Rabu 18 Jan 2023 04:51 WIB

Asumsi Sistem Proporsional Tertutup dan Potensi Turunnya Partisipasi Pemilih

Pemilih dinilai sudah terbiasa mengikuti pileg dengan sistem proporsional terbuka.

Ilustrasi pemilihan umum (Pemilu)
Foto: ANTARA FOTO/Muhammad Iqbal
Ilustrasi pemilihan umum (Pemilu)

REPUBLIKA.CO.ID, oleh Febryan A, Febrianto Adi Saputro

Mahkamah Konstitusi (MK) akan menggelar sidang lanjutan gugatan uji materi atas ketentuan penggunaan sistem proporsional terbuka. Jika MK mengabulkan gugatan tersebut alias memutuskan pemilihan legislatif (Pileg) kembali menggunakan sistem proporsional tertutup, apakah partisipasi pemilih pada Pemilu 2024 bakal anjlok? 

Baca Juga

Direktur Eksekutif Pusat Kajian Politik (Puskapol) Universitas Indonesia Hurriyah mengatakan, partisipasi pemilih berpotensi turun jika sistem proporsional tertutup alias pemilih hanya coblos partai diterapkan kembali. Sebab, pemilih sudah terbiasa mengikuti pileg dengan sistem proporsional terbuka di mana mereka bisa mencoblos caleg yang diinginkan. 

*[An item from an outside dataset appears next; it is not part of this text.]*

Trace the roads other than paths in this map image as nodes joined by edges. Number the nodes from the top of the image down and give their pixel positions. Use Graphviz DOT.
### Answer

Kendati begitu, dia memperkirakan penurunannya tidak akan signifikan. Penurunan partisipasi pemilih hanya akan terjadi pada kalangan pemilih kritis. 

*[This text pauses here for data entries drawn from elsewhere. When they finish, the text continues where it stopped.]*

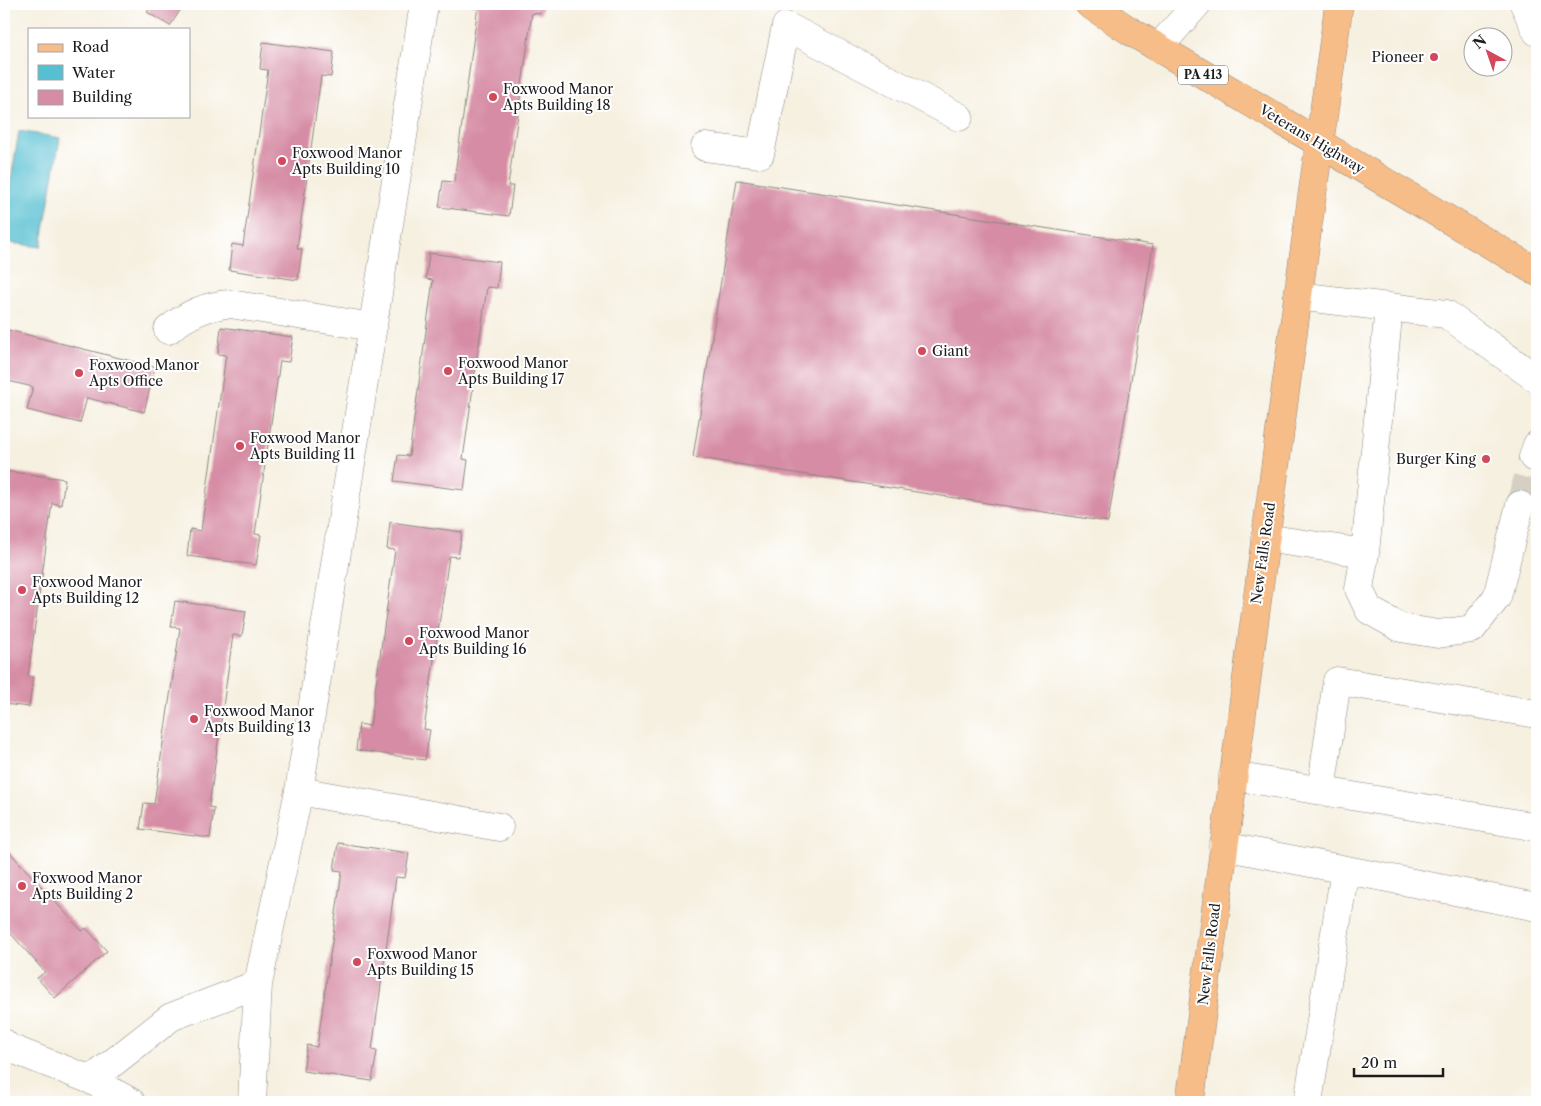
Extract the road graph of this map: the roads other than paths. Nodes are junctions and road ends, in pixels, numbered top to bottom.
1 (424, 4) edge
2 (1089, 4) edge
3 (1197, 4) edge
4 (1339, 4) edge
5 (1524, 4) edge
6 (1537, 30) edge
7 (1158, 48) junction
8 (959, 117) dead end
9 (1319, 143) junction
10 (705, 147) dead end
11 (1537, 272) edge
12 (1298, 296) junction
13 (1389, 307) junction
14 (373, 327) junction
15 (168, 330) dead end
16 (1537, 380) edge
17 (1520, 505) tunnel mouth
18 (1265, 538) junction
19 (1365, 553) junction
20 (1537, 714) edge
21 (1232, 776) junction
22 (299, 791) junction
23 (1321, 791) junction
24 (499, 826) dead end
25 (1537, 828) edge
26 (1223, 846) junction
27 (1345, 870) junction
28 (1537, 907) edge
29 (258, 984) junction
30 (4, 1043) edge
31 (91, 1080) junction
32 (131, 1102) edge
33 (252, 1102) edge
34 (1190, 1102) edge
35 (1308, 1102) edge

1 - 14 lane
2 - 7 main road, Veterans Highway / PA 413
3 - 7 lane
4 - 9 main road, New Falls Road
5 - 6 lane
7 - 9 main road, Veterans Highway / PA 413
8 - 10 lane
9 - 11 main road, Veterans Highway / PA 413
9 - 12 main road, New Falls Road
12 - 13 lane
12 - 18 main road, New Falls Road
13 - 16 lane
13 - 19 lane
14 - 15 lane
14 - 22 lane
17 - 19 lane
18 - 19 lane
18 - 21 main road, New Falls Road
20 - 23 lane
21 - 23 lane
21 - 26 main road, New Falls Road
22 - 24 lane
22 - 29 lane
23 - 25 lane
26 - 27 lane
26 - 34 main road, New Falls Road
27 - 28 lane
27 - 35 lane
29 - 31 lane
29 - 33 lane
30 - 31 lane
31 - 32 lane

"(Sebab) pemilih kritis sudah terbiasa memilih calon anggota legislatif (Caleg) yang mereka nilai kompeten untuk duduk di parlemen," kata Hurriyah kepada Republika, dikutip Selasa (17/1/2023). 

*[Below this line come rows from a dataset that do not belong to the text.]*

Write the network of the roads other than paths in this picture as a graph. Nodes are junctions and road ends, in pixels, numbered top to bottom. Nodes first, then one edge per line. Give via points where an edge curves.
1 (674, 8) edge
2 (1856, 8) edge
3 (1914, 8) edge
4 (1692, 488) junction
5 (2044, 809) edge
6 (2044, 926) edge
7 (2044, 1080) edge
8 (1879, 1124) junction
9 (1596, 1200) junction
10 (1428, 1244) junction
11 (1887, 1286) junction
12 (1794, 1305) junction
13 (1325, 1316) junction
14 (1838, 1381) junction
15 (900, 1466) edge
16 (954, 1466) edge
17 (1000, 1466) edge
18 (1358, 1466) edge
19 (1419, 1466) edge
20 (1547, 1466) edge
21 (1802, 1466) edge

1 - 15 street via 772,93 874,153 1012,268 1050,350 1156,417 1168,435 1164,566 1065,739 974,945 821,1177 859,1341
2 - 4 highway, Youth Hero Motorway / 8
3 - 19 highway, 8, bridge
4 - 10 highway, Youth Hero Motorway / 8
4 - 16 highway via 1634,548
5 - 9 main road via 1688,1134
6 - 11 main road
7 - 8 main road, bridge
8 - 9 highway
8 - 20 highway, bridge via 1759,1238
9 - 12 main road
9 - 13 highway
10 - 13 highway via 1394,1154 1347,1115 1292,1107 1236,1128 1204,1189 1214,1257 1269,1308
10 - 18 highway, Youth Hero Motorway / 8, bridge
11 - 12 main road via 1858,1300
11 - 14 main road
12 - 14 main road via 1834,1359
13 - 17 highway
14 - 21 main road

Menurutnya, penurunan partisipasi pemilih kritis ini bakal diwujudkan dengan cara tidak memilih alias golput pada Pemilu 2024. Bisa juga mereka memanifestasikan kekecewaan atas sistem proporsional tertutup itu dengan melakukan protest vote atau mencoblos dengan cara yang salah. 

Sebagai gambaran, dalam sistem proporsional terbuka, pemilih dapat memilih caleg yang diinginkan ataupun partainya. Caleg yang mendapat suara terbanyak bakal memenangkan kursi parlemen. Sistem ini diterapkan sejak Pemilu 2009, 2014, dan 2019. 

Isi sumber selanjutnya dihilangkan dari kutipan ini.